··· Provided data ···

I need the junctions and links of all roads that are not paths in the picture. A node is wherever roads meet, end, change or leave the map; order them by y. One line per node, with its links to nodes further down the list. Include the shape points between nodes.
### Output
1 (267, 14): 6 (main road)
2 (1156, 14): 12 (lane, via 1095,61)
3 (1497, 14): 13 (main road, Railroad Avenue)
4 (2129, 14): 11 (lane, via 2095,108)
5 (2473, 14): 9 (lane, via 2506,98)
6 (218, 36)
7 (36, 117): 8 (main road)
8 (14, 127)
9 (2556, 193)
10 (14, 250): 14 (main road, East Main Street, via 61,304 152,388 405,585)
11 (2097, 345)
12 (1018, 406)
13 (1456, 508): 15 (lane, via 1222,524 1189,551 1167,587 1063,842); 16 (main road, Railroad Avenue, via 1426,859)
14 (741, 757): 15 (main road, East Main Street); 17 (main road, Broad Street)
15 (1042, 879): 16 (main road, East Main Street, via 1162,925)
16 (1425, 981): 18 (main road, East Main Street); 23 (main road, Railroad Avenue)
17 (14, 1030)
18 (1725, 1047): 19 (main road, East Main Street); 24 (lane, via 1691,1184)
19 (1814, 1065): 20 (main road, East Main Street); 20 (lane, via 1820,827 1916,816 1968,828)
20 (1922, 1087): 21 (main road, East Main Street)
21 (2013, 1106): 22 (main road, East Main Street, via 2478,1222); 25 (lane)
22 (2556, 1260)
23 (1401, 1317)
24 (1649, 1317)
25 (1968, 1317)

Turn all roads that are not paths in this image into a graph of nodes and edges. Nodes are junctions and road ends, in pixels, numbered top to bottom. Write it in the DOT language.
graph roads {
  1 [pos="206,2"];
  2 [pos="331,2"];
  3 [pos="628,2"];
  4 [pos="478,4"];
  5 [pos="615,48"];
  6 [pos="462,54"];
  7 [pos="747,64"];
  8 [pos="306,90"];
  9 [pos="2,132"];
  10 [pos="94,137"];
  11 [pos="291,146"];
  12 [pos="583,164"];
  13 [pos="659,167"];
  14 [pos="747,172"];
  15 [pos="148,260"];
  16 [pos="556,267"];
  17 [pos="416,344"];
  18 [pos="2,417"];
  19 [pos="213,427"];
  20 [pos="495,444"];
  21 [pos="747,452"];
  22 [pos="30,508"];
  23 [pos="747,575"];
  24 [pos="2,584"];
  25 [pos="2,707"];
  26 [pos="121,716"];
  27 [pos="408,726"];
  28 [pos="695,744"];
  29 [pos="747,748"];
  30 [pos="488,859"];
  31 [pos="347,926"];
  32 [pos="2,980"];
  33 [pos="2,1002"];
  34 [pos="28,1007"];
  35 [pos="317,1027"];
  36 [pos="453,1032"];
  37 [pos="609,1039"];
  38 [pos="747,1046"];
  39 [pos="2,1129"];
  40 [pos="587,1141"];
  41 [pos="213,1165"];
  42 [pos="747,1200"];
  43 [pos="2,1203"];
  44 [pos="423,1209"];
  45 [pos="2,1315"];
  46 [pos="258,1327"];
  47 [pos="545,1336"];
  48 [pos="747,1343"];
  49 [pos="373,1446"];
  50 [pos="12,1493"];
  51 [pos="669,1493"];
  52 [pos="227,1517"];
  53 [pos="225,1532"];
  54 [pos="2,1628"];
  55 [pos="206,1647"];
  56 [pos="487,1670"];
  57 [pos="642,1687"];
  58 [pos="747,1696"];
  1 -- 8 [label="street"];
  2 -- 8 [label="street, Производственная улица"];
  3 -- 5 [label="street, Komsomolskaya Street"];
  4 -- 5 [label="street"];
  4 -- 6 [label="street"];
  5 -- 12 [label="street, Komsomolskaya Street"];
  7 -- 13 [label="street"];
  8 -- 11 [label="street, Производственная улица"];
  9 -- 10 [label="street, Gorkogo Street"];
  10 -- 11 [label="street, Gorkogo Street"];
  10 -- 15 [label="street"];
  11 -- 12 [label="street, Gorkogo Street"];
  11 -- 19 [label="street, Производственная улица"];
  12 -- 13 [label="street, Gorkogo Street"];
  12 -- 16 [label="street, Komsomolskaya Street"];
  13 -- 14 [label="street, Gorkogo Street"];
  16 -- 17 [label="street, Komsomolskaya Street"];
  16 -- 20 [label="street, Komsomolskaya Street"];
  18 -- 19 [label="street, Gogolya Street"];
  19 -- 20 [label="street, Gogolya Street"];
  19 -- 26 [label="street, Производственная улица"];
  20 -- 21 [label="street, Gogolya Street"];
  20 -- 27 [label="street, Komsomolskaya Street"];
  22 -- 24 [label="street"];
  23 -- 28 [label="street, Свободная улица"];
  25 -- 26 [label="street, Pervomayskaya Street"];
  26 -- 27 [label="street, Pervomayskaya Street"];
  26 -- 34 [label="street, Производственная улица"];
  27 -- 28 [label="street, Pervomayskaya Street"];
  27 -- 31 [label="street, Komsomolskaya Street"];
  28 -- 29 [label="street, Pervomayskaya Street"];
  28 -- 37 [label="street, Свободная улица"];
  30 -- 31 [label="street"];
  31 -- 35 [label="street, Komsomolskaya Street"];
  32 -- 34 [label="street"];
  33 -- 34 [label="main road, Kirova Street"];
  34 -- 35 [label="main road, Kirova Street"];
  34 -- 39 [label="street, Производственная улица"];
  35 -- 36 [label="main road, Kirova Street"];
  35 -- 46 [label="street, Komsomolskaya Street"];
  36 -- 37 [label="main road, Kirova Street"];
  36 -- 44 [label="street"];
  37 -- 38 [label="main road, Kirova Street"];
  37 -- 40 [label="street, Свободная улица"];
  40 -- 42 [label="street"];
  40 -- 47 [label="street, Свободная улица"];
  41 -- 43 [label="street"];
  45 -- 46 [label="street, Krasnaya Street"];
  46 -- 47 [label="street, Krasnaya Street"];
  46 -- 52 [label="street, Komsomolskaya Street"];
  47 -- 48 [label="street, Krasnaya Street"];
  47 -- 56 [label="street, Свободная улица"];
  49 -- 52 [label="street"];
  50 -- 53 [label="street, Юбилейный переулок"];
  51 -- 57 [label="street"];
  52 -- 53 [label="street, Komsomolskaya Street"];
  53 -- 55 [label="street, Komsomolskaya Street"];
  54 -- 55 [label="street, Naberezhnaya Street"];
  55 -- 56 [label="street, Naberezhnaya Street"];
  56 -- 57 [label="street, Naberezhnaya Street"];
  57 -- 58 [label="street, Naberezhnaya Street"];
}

···

Activity
In this exercise, reproduce the material word for word, in full.

Result
I need the junctions and links of all roads that are not paths in the picture. A node is wherever roads meet, end, change or leave the map; order them by y. One line per node, with its links to nodes further down the list. Include the shape points between nodes.
### Output
1 (267, 14): 6 (main road)
2 (1156, 14): 12 (lane, via 1095,61)
3 (1497, 14): 13 (main road, Railroad Avenue)
4 (2129, 14): 11 (lane, via 2095,108)
5 (2473, 14): 9 (lane, via 2506,98)
6 (218, 36)
7 (36, 117): 8 (main road)
8 (14, 127)
9 (2556, 193)
10 (14, 250): 14 (main road, East Main Street, via 61,304 152,388 405,585)
11 (2097, 345)
12 (1018, 406)
13 (1456, 508): 15 (lane, via 1222,524 1189,551 1167,587 1063,842); 16 (main road, Railroad Avenue, via 1426,859)
14 (741, 757): 15 (main road, East Main Street); 17 (main road, Broad Street)
15 (1042, 879): 16 (main road, East Main Street, via 1162,925)
16 (1425, 981): 18 (main road, East Main Street); 23 (main road, Railroad Avenue)
17 (14, 1030)
18 (1725, 1047): 19 (main road, East Main Street); 24 (lane, via 1691,1184)
19 (1814, 1065): 20 (main road, East Main Street); 20 (lane, via 1820,827 1916,816 1968,828)
20 (1922, 1087): 21 (main road, East Main Street)
21 (2013, 1106): 22 (main road, East Main Street, via 2478,1222); 25 (lane)
22 (2556, 1260)
23 (1401, 1317)
24 (1649, 1317)
25 (1968, 1317)

Turn all roads that are not paths in this image into a graph of nodes and edges. Nodes are junctions and road ends, in pixels, numbered top to bottom. Write it in the DOT language.
graph roads {
  1 [pos="206,2"];
  2 [pos="331,2"];
  3 [pos="628,2"];
  4 [pos="478,4"];
  5 [pos="615,48"];
  6 [pos="462,54"];
  7 [pos="747,64"];
  8 [pos="306,90"];
  9 [pos="2,132"];
  10 [pos="94,137"];
  11 [pos="291,146"];
  12 [pos="583,164"];
  13 [pos="659,167"];
  14 [pos="747,172"];
  15 [pos="148,260"];
  16 [pos="556,267"];
  17 [pos="416,344"];
  18 [pos="2,417"];
  19 [pos="213,427"];
  20 [pos="495,444"];
  21 [pos="747,452"];
  22 [pos="30,508"];
  23 [pos="747,575"];
  24 [pos="2,584"];
  25 [pos="2,707"];
  26 [pos="121,716"];
  27 [pos="408,726"];
  28 [pos="695,744"];
  29 [pos="747,748"];
  30 [pos="488,859"];
  31 [pos="347,926"];
  32 [pos="2,980"];
  33 [pos="2,1002"];
  34 [pos="28,1007"];
  35 [pos="317,1027"];
  36 [pos="453,1032"];
  37 [pos="609,1039"];
  38 [pos="747,1046"];
  39 [pos="2,1129"];
  40 [pos="587,1141"];
  41 [pos="213,1165"];
  42 [pos="747,1200"];
  43 [pos="2,1203"];
  44 [pos="423,1209"];
  45 [pos="2,1315"];
  46 [pos="258,1327"];
  47 [pos="545,1336"];
  48 [pos="747,1343"];
  49 [pos="373,1446"];
  50 [pos="12,1493"];
  51 [pos="669,1493"];
  52 [pos="227,1517"];
  53 [pos="225,1532"];
  54 [pos="2,1628"];
  55 [pos="206,1647"];
  56 [pos="487,1670"];
  57 [pos="642,1687"];
  58 [pos="747,1696"];
  1 -- 8 [label="street"];
  2 -- 8 [label="street, Производственная улица"];
  3 -- 5 [label="street, Komsomolskaya Street"];
  4 -- 5 [label="street"];
  4 -- 6 [label="street"];
  5 -- 12 [label="street, Komsomolskaya Street"];
  7 -- 13 [label="street"];
  8 -- 11 [label="street, Производственная улица"];
  9 -- 10 [label="street, Gorkogo Street"];
  10 -- 11 [label="street, Gorkogo Street"];
  10 -- 15 [label="street"];
  11 -- 12 [label="street, Gorkogo Street"];
  11 -- 19 [label="street, Производственная улица"];
  12 -- 13 [label="street, Gorkogo Street"];
  12 -- 16 [label="street, Komsomolskaya Street"];
  13 -- 14 [label="street, Gorkogo Street"];
  16 -- 17 [label="street, Komsomolskaya Street"];
  16 -- 20 [label="street, Komsomolskaya Street"];
  18 -- 19 [label="street, Gogolya Street"];
  19 -- 20 [label="street, Gogolya Street"];
  19 -- 26 [label="street, Производственная улица"];
  20 -- 21 [label="street, Gogolya Street"];
  20 -- 27 [label="street, Komsomolskaya Street"];
  22 -- 24 [label="street"];
  23 -- 28 [label="street, Свободная улица"];
  25 -- 26 [label="street, Pervomayskaya Street"];
  26 -- 27 [label="street, Pervomayskaya Street"];
  26 -- 34 [label="street, Производственная улица"];
  27 -- 28 [label="street, Pervomayskaya Street"];
  27 -- 31 [label="street, Komsomolskaya Street"];
  28 -- 29 [label="street, Pervomayskaya Street"];
  28 -- 37 [label="street, Свободная улица"];
  30 -- 31 [label="street"];
  31 -- 35 [label="street, Komsomolskaya Street"];
  32 -- 34 [label="street"];
  33 -- 34 [label="main road, Kirova Street"];
  34 -- 35 [label="main road, Kirova Street"];
  34 -- 39 [label="street, Производственная улица"];
  35 -- 36 [label="main road, Kirova Street"];
  35 -- 46 [label="street, Komsomolskaya Street"];
  36 -- 37 [label="main road, Kirova Street"];
  36 -- 44 [label="street"];
  37 -- 38 [label="main road, Kirova Street"];
  37 -- 40 [label="street, Свободная улица"];
  40 -- 42 [label="street"];
  40 -- 47 [label="street, Свободная улица"];
  41 -- 43 [label="street"];
  45 -- 46 [label="street, Krasnaya Street"];
  46 -- 47 [label="street, Krasnaya Street"];
  46 -- 52 [label="street, Komsomolskaya Street"];
  47 -- 48 [label="street, Krasnaya Street"];
  47 -- 56 [label="street, Свободная улица"];
  49 -- 52 [label="street"];
  50 -- 53 [label="street, Юбилейный переулок"];
  51 -- 57 [label="street"];
  52 -- 53 [label="street, Komsomolskaya Street"];
  53 -- 55 [label="street, Komsomolskaya Street"];
  54 -- 55 [label="street, Naberezhnaya Street"];
  55 -- 56 [label="street, Naberezhnaya Street"];
  56 -- 57 [label="street, Naberezhnaya Street"];
  57 -- 58 [label="street, Naberezhnaya Street"];
}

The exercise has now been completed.